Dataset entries
────────
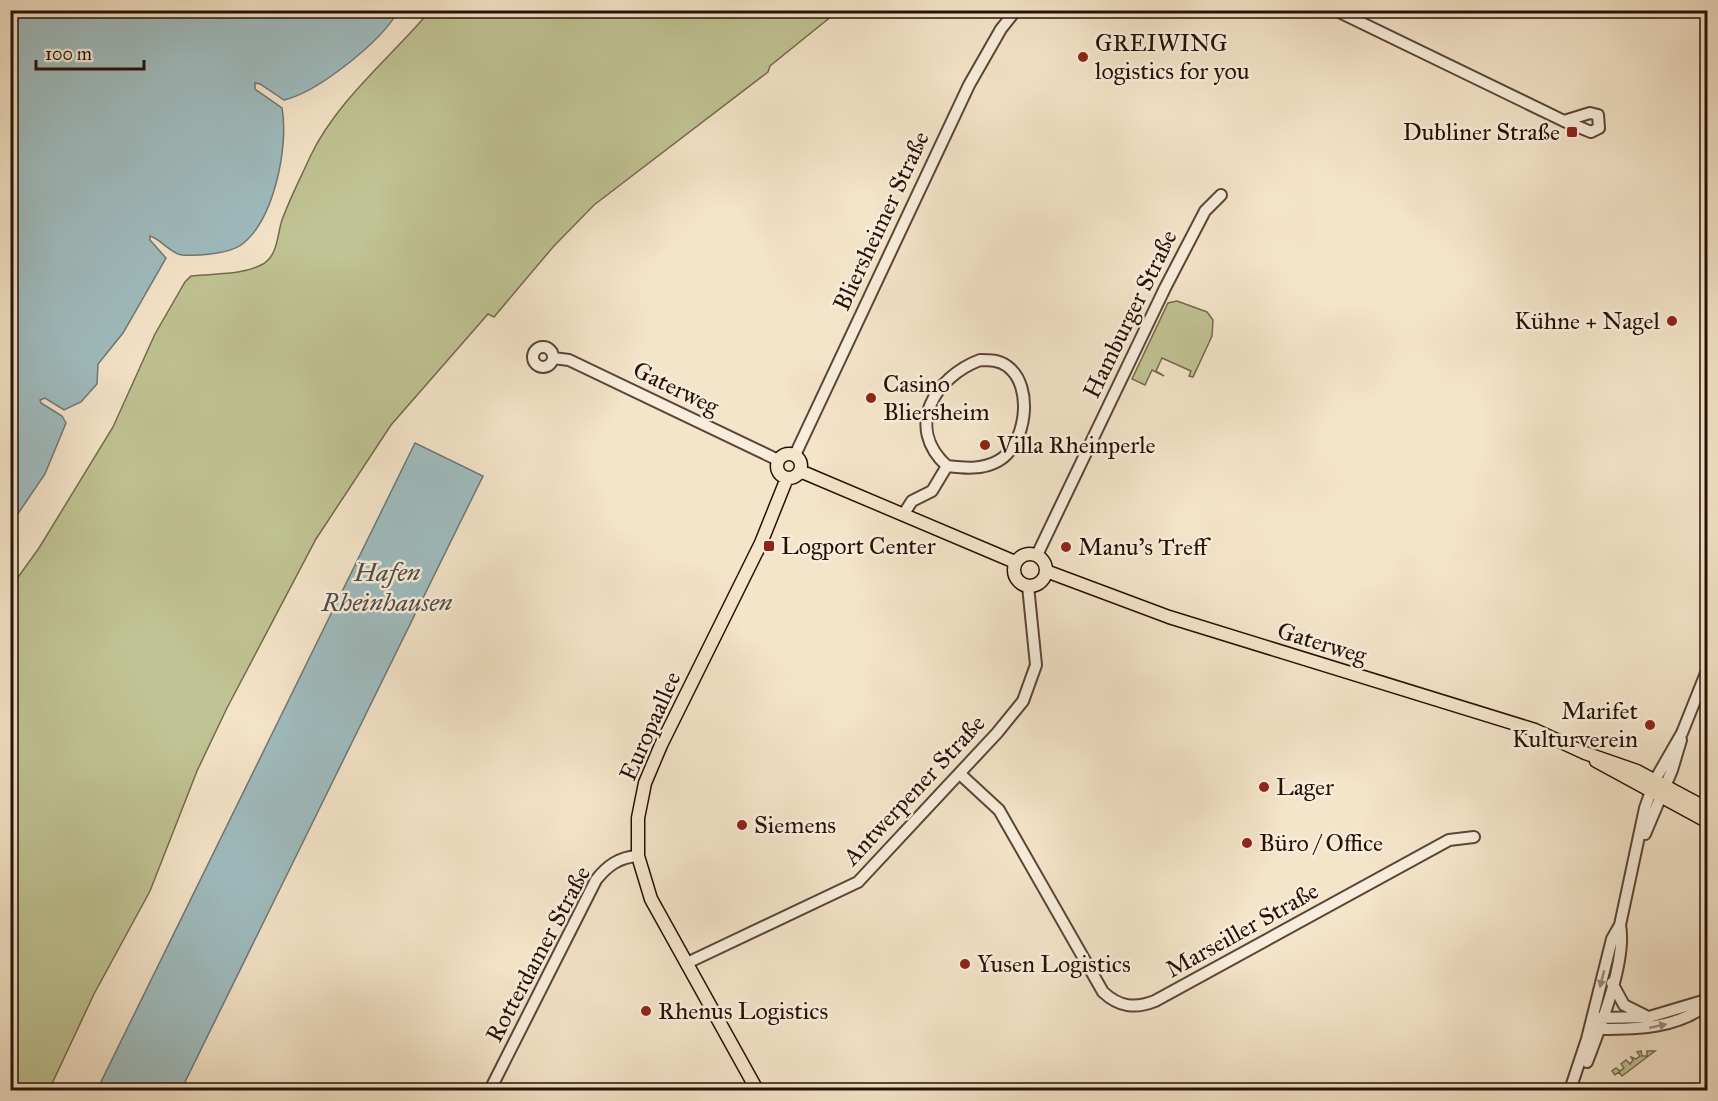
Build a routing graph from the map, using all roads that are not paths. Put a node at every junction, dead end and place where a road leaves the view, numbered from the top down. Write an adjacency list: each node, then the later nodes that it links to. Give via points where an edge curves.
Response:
1 (1016, 10): 6 (street, Bliersheimer Straße, via 1000,28 969,85)
2 (1335, 10): 3 (street)
3 (1564, 121)
4 (1221, 195): 12 (street, Hamburger Straße, via 1205,211 1165,288)
5 (553, 358): 7 (street, Gaterweg, via 569,360)
6 (795, 455): 7 (main road, via 784,455); 9 (main road, via 801,463)
7 (778, 460): 10 (main road, via 779,472)
8 (947, 466): 8 (street, via 934,452 926,425 940,388 966,365 980,360 995,360 1008,366 1023,394 1024,410 1011,449 999,461 984,466); 11 (street, via 932,491 912,501)
9 (800, 471): 10 (main road); 11 (main road)
10 (787, 478): 22 (main road, Europaallee, via 645,783 638,819)
11 (903, 515): 13 (main road)
12 (1037, 555): 13 (main road, via 1025,554); 14 (main road)
13 (1016, 562): 15 (main road, via 1016,579)
14 (1046, 571): 15 (main road, via 1041,582); 18 (main road, Gaterweg, via 1169,617 1535,730 1622,765)
15 (1028, 586): 17 (street, Antwerpener Straße, via 1036,665 1029,691 998,733)
16 (1707, 668): 18 (street, via 1679,751)
17 (960, 774): 21 (street, Marseiller Straße, via 999,810 1103,992 1125,1006 1155,1001 1449,840); 24 (street, Antwerpener Straße, via 858,882)
18 (1658, 788): 19 (main road); 20 (main road); 23 (street, via 1637,851)
19 (1707, 809)
20 (1707, 822)
21 (1474, 837)
22 (638, 856): 24 (main road, Europaallee, via 651,899); 29 (street, Rotterdamer Straße, via 618,860 596,880)
23 (1620, 925): 25 (street, via 1622,937); 28 (street, one-way to 28, via 1612,939)
24 (687, 963): 30 (main road, Europaallee)
25 (1612, 983): 27 (street, via 1624,1005); 28 (street)
26 (1707, 1002): 27 (street); 28 (street, one-way to 26, via 1654,1028 1688,1016)
27 (1649, 1017): 28 (street)
28 (1596, 1022): 31 (street); 32 (street)
29 (490, 1090)
30 (757, 1090)
31 (1570, 1090)
32 (1575, 1090)

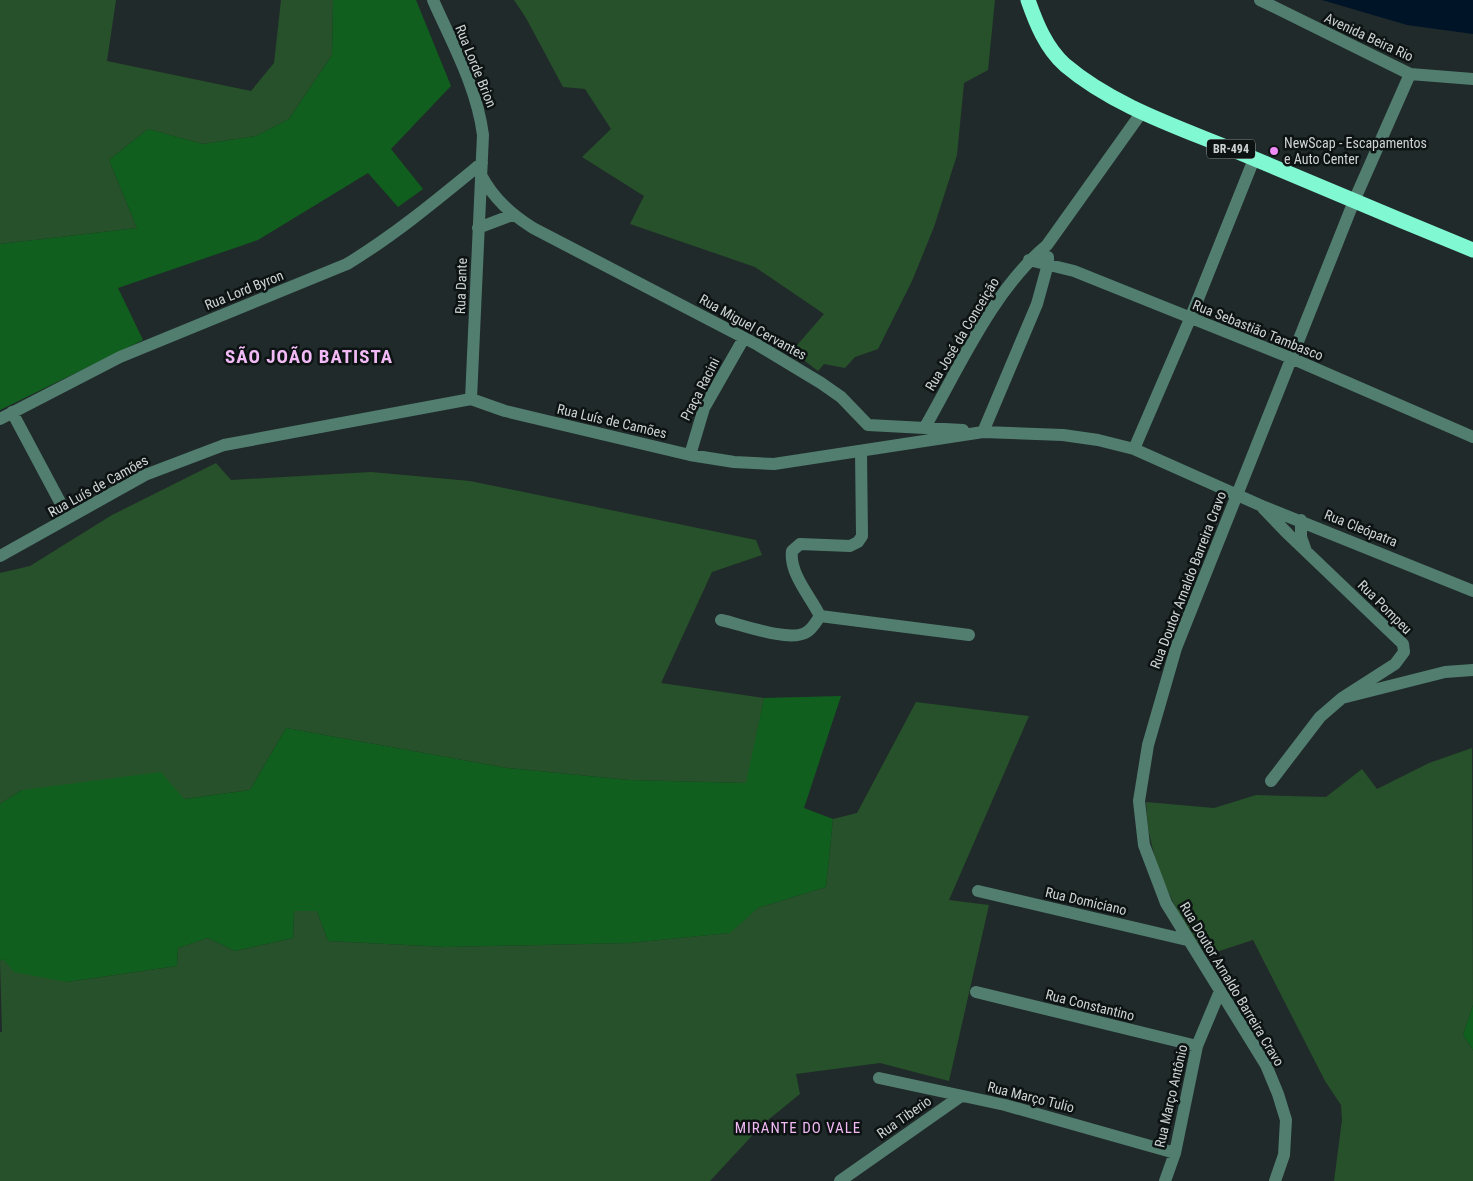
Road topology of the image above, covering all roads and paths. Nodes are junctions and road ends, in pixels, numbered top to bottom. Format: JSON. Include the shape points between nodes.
────────
» **Exercise brief**: Each entry above should be restated word for word, though no picture may appear in the copy.

» **Output**:
Build a routing graph from the map, using all roads that are not paths. Put a node at every junction, dead end and place where a road leaves the view, numbered from the top down. Write an adjacency list: each node, then the later nodes that it links to. Give via points where an edge curves.
Response:
1 (1016, 10): 6 (street, Bliersheimer Straße, via 1000,28 969,85)
2 (1335, 10): 3 (street)
3 (1564, 121)
4 (1221, 195): 12 (street, Hamburger Straße, via 1205,211 1165,288)
5 (553, 358): 7 (street, Gaterweg, via 569,360)
6 (795, 455): 7 (main road, via 784,455); 9 (main road, via 801,463)
7 (778, 460): 10 (main road, via 779,472)
8 (947, 466): 8 (street, via 934,452 926,425 940,388 966,365 980,360 995,360 1008,366 1023,394 1024,410 1011,449 999,461 984,466); 11 (street, via 932,491 912,501)
9 (800, 471): 10 (main road); 11 (main road)
10 (787, 478): 22 (main road, Europaallee, via 645,783 638,819)
11 (903, 515): 13 (main road)
12 (1037, 555): 13 (main road, via 1025,554); 14 (main road)
13 (1016, 562): 15 (main road, via 1016,579)
14 (1046, 571): 15 (main road, via 1041,582); 18 (main road, Gaterweg, via 1169,617 1535,730 1622,765)
15 (1028, 586): 17 (street, Antwerpener Straße, via 1036,665 1029,691 998,733)
16 (1707, 668): 18 (street, via 1679,751)
17 (960, 774): 21 (street, Marseiller Straße, via 999,810 1103,992 1125,1006 1155,1001 1449,840); 24 (street, Antwerpener Straße, via 858,882)
18 (1658, 788): 19 (main road); 20 (main road); 23 (street, via 1637,851)
19 (1707, 809)
20 (1707, 822)
21 (1474, 837)
22 (638, 856): 24 (main road, Europaallee, via 651,899); 29 (street, Rotterdamer Straße, via 618,860 596,880)
23 (1620, 925): 25 (street, via 1622,937); 28 (street, one-way to 28, via 1612,939)
24 (687, 963): 30 (main road, Europaallee)
25 (1612, 983): 27 (street, via 1624,1005); 28 (street)
26 (1707, 1002): 27 (street); 28 (street, one-way to 26, via 1654,1028 1688,1016)
27 (1649, 1017): 28 (street)
28 (1596, 1022): 31 (street); 32 (street)
29 (490, 1090)
30 (757, 1090)
31 (1570, 1090)
32 (1575, 1090)

Road topology of the image above, covering all roads and paths. Nodes are junctions and road ends, in pixels, numbered top to bottom. Format: JSON. Include the shape points between nodes.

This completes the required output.